Otro ejemplo de las opiniones de la prensa de la época nos viene de El
Argentino de Buenos Aires, del 11 de marzo de 1825, que retóricamente se preguntaba:
"¿los brasileros han usurpado la Banda Oriental?" Y se contestaba: "Son
poco más de dos mil hombres los que nos tienen robada una provincia pingüe e
interesante". Exhortando a la guerra y criticando la actitud del gobierno, exclamaba
"Miserable pueblo argentino si no es también capaz de hacer temblar un trono débil,
un Emperador tirano! El pueblo quiere, lo puede. ¡Que lo quieran también sus gobernantes
(3)!"
A su vez, El Piloto de Buenos Aires del 22 de junio de 1825
también afirmaba categóricamente:
Es preciso que el Nacional que sabe que tratamos de una provincia perteneciente a nuestro estado, y no de la Galicia, convenga en que la guerra es necesaria para salvarla del yugo extranjero (...) todo lo que sea dar esperas a la ejecución de una materia tan grave como es la ocupación de un punto que nos pertenece, por un usurpador extranjero, es contrario a los elevados sentimientos que hacen la gloria y el honor de las provincias del Río de la Plata (4).

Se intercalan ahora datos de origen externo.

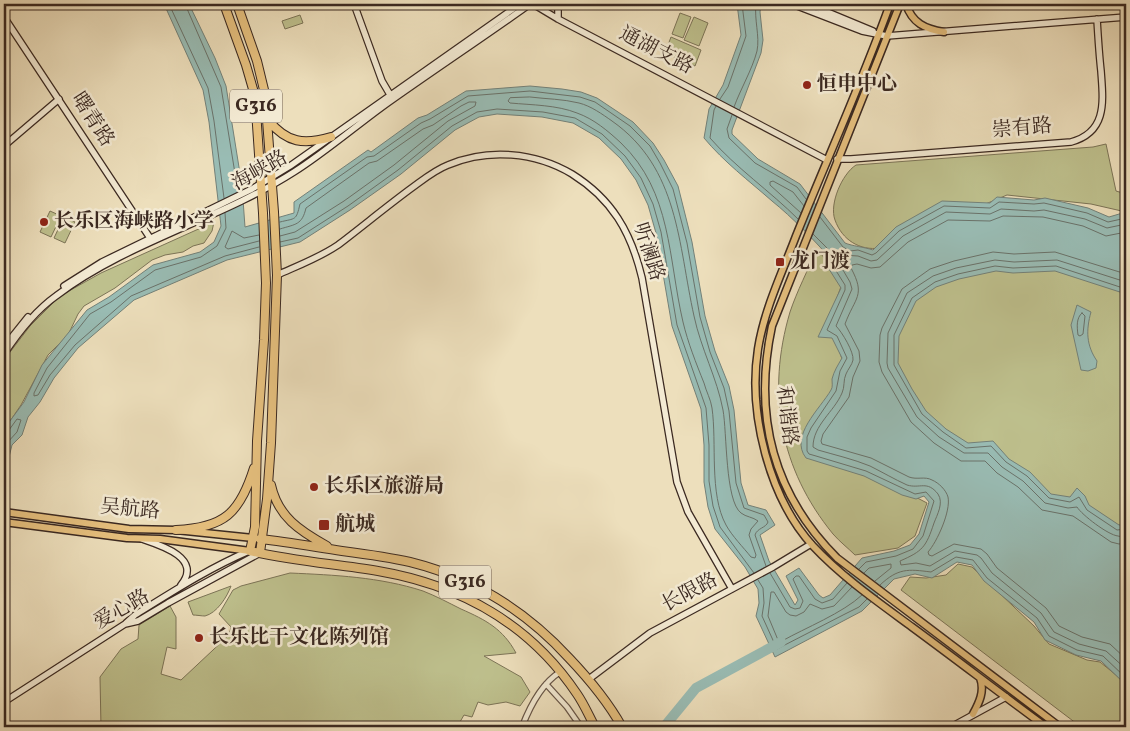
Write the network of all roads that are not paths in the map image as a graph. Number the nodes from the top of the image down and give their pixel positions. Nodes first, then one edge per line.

El Argos de Buenos Aires, 15 de junio de 1825, en Flavio A. García, Los acontecimientos de 1825 en la provincia oriental a través de la prensa rioplatense. Presentación. Selección periodística, tomo I, Montevideo, Publicación de la Comisión Nacional de Homenaje del Sesquicentenario de los Hechos Históricos de 1825, 1976, pp. 211-212.
El Argos de Buenos Aires, 29 de octubre de 1825, en ibid., p. 39.
El Argentino, 11 de marzo de 1825, en ibid., pp. 145-146.
El Piloto, 22 de junio de 1825, en ibid., p. 226.